# Egon Wellesz



## gregorx (Jan 25, 2020)

Egon Wellesz (1885-1974) was an Austrian and later English composer, teacher, and musicologist. Like many in Europe in that era, his life and work were interrupted by WWII. He was exiled from Austria, fleeing to England in 1938 where he lived the rest of his days, composing and teaching at Oxford University.

In 1905, Wellesz began studies under Arnold Schoenberg where he met and became friends with fellow students Anton Webern and Alban Berg. The three remained close until Wellesz was forced to leave Austria. Before his exile, Wellesz was one of the rising stars in Vienna's music scene. He was mentioned among the most important composers in Austria and his stage music and operas were being performed all over Europe. In 1932 he was awarded an Honorary Degree from Oxford University, the first such degree awarded since Haydn. 

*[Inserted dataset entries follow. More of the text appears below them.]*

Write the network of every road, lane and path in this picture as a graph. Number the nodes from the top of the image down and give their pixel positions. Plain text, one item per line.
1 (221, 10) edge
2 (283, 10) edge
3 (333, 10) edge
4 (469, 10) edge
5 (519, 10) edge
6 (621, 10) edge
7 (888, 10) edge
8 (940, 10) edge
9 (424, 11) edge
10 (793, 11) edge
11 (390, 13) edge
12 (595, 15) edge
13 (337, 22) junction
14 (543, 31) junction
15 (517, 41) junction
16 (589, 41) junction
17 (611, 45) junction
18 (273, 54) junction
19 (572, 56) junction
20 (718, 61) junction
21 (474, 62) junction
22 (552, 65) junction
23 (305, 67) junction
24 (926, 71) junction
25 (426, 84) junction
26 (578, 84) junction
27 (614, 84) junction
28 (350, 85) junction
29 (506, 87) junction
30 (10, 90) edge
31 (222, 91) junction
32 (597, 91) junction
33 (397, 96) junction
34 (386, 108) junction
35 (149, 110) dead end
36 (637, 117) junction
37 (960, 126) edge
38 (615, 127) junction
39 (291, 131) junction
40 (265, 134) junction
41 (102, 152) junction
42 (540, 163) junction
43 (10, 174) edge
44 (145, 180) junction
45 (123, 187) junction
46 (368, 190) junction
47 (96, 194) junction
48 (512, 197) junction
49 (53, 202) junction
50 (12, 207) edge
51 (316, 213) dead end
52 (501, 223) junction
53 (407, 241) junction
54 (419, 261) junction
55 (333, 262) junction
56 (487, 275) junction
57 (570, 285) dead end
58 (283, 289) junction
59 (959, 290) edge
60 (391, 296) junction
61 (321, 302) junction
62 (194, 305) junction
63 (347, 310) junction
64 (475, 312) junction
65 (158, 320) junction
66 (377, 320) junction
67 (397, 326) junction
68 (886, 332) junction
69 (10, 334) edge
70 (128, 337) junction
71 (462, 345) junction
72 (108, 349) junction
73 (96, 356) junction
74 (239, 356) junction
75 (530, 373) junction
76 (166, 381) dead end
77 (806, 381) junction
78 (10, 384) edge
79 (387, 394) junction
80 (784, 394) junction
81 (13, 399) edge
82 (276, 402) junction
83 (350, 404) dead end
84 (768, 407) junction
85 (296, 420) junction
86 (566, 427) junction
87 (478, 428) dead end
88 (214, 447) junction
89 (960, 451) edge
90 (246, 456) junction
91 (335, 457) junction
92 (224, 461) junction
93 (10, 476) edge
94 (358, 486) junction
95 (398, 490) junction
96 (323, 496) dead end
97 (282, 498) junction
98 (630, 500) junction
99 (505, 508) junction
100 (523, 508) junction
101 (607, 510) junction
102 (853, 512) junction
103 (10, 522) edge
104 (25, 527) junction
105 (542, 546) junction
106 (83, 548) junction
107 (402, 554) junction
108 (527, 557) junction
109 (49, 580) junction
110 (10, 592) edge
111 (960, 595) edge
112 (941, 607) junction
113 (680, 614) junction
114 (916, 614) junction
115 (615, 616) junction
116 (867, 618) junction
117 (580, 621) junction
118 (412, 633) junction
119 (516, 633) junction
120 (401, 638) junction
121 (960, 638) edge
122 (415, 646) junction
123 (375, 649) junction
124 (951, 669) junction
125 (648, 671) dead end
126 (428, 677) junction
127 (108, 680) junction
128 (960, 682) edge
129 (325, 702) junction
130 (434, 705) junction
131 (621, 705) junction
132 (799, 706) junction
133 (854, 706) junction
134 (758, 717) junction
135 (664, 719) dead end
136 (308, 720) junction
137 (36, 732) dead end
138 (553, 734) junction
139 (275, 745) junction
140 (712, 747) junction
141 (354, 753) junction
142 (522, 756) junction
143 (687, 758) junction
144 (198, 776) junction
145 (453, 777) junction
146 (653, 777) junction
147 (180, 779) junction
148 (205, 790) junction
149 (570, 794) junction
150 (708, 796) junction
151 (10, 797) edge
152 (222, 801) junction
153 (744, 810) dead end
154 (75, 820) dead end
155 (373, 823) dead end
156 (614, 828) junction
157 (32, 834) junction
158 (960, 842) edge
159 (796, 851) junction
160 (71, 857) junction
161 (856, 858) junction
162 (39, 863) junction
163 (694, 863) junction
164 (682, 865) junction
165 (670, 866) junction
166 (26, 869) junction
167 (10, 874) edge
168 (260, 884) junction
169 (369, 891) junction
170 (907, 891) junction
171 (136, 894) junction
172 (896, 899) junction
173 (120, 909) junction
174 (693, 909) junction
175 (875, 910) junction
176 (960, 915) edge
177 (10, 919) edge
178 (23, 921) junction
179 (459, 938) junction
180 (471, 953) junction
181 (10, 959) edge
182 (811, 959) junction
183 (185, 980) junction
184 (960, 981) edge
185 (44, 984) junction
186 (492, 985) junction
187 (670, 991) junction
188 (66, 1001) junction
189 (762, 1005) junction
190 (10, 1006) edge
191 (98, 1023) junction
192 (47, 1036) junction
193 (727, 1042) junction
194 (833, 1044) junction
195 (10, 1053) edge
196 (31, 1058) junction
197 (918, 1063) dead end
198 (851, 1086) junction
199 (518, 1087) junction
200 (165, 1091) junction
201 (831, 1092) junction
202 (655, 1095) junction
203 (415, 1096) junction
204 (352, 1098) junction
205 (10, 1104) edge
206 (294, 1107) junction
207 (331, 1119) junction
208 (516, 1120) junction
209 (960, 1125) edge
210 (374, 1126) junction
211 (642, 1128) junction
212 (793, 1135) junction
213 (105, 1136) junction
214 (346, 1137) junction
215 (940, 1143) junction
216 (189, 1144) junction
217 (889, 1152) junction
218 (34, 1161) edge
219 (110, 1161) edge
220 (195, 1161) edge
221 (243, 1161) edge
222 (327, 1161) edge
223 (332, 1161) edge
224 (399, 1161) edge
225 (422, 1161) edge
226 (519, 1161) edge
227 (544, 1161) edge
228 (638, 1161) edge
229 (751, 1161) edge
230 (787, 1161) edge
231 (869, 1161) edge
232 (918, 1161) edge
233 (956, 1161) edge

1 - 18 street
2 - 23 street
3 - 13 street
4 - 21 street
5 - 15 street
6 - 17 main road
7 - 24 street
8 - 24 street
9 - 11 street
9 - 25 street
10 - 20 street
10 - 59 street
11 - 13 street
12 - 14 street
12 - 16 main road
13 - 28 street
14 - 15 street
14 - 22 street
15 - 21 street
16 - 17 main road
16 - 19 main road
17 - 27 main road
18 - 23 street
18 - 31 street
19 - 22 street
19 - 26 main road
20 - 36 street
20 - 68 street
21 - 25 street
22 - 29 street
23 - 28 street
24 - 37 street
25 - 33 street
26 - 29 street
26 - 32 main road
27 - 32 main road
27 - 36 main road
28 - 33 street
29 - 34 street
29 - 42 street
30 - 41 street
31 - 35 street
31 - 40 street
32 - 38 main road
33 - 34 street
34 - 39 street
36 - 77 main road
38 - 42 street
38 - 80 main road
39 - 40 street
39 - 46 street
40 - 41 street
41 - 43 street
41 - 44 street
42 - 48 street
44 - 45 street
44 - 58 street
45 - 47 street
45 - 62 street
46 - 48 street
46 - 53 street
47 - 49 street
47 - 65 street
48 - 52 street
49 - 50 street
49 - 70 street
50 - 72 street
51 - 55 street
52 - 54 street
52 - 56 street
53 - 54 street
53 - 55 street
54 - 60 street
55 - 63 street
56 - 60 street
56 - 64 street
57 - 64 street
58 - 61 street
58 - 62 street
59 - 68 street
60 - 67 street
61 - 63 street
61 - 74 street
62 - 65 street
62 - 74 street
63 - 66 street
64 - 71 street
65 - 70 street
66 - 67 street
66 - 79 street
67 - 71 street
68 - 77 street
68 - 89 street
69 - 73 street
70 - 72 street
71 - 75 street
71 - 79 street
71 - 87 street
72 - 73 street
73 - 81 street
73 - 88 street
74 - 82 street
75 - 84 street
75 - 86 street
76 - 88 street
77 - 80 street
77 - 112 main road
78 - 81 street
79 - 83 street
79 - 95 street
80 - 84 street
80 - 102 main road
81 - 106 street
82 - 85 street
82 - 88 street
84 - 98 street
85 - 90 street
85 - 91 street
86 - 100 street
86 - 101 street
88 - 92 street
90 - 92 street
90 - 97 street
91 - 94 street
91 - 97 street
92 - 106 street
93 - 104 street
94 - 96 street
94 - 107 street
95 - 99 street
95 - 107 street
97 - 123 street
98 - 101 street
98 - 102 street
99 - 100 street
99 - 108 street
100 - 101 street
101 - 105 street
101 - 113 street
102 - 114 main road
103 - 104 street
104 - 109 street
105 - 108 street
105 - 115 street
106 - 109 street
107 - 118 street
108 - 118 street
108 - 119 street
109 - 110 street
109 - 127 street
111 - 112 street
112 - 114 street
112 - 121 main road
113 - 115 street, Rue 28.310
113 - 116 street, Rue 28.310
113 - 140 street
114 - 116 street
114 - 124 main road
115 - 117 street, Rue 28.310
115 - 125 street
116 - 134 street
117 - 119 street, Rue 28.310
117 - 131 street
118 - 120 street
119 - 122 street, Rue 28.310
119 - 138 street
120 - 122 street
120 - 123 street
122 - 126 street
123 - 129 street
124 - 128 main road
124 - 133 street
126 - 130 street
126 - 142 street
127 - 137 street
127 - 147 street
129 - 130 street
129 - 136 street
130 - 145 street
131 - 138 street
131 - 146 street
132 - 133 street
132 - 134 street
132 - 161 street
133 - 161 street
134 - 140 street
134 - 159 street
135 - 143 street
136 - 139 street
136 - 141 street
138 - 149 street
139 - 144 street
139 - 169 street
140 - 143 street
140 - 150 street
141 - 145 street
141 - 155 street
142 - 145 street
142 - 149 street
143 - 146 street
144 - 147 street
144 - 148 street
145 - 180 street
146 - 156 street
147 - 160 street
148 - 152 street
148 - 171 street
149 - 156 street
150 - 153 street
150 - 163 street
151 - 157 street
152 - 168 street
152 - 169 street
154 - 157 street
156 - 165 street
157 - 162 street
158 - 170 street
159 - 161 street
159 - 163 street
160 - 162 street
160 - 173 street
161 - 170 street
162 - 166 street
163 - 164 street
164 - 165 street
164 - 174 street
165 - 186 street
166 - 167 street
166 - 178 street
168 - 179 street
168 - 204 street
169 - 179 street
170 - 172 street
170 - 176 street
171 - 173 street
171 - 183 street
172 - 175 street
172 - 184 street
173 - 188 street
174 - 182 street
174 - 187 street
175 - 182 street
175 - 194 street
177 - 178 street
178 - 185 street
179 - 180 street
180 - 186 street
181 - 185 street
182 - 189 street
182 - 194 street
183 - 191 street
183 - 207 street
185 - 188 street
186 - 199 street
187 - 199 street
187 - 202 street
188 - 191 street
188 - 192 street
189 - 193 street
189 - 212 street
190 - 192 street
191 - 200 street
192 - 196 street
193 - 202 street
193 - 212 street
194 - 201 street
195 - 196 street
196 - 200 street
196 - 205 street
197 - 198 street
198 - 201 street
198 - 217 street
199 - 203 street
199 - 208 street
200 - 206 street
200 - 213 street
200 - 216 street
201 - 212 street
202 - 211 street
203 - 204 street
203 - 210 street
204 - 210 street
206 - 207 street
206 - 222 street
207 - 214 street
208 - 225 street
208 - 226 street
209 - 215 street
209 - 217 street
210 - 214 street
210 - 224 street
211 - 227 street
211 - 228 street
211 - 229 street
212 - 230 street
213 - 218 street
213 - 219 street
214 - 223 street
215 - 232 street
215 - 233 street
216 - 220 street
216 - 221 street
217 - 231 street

While his studies under Schoenberg led him from tonality to serialism, after leaving Europe his music returned to the Austrian tradition of music including the symphony. His music is classical with a very modern edge to it, much like contemporaries Stravinsky, Hindemith, and Milhaud. 

After the War, the Austrian Government declined to invite Wellesz back to his old position at The University of Vienna. He lived in England, teaching musicology and composition at Oxford. There was some reconciliation with his native country which he visited often. Wellesz was presented with the Vienna Prize (1953), the Great Golden Decoration of the Republic of Austria (1959), the Great State Prize of Austria (1961) and finally with the Austrian Honorary Cross of Science and Arts (1971).

Wellesz compositions include 9 symphonies, 9 string quartets, 6 operas, a piano concerto, a violin concerto, numerous ballets, chamber works and works for solo piano.


----------



## gregorx (Jan 25, 2020)

Wellesz String Quartet No. 3 Op. 25 (1918)


----------



## gregorx (Jan 25, 2020)

Wellesz symphonies can be divided into two groups: 1-4 which reflect the Mahler/Bruckner influence, and 5-9 which reflect the influence of the Second Viennese. He often used serial and non-serial procedures in the same movements as well as both tonal and non-tonal structures.

Wellesz Symphony No. 9 Op 111 (1971)


----------



## SanAntone (May 10, 2020)

I am happy to see a thread devoted to *Egon Wellesz*. I agree that his music is very much worth investigating. While there is an excellent complete set of the symphonies on CPO, his string quartets have yet to be recorded completely. Which for me is a sad state of affairs.

This recording of three of his nine quartets by *Artis Quartett Wien* is really very good and I can only hope they will will complete the cycle.

View attachment 136647


----------



## gregorx (Jan 25, 2020)

Work for solo piano. W. wrote a lot of good stuff in this genre.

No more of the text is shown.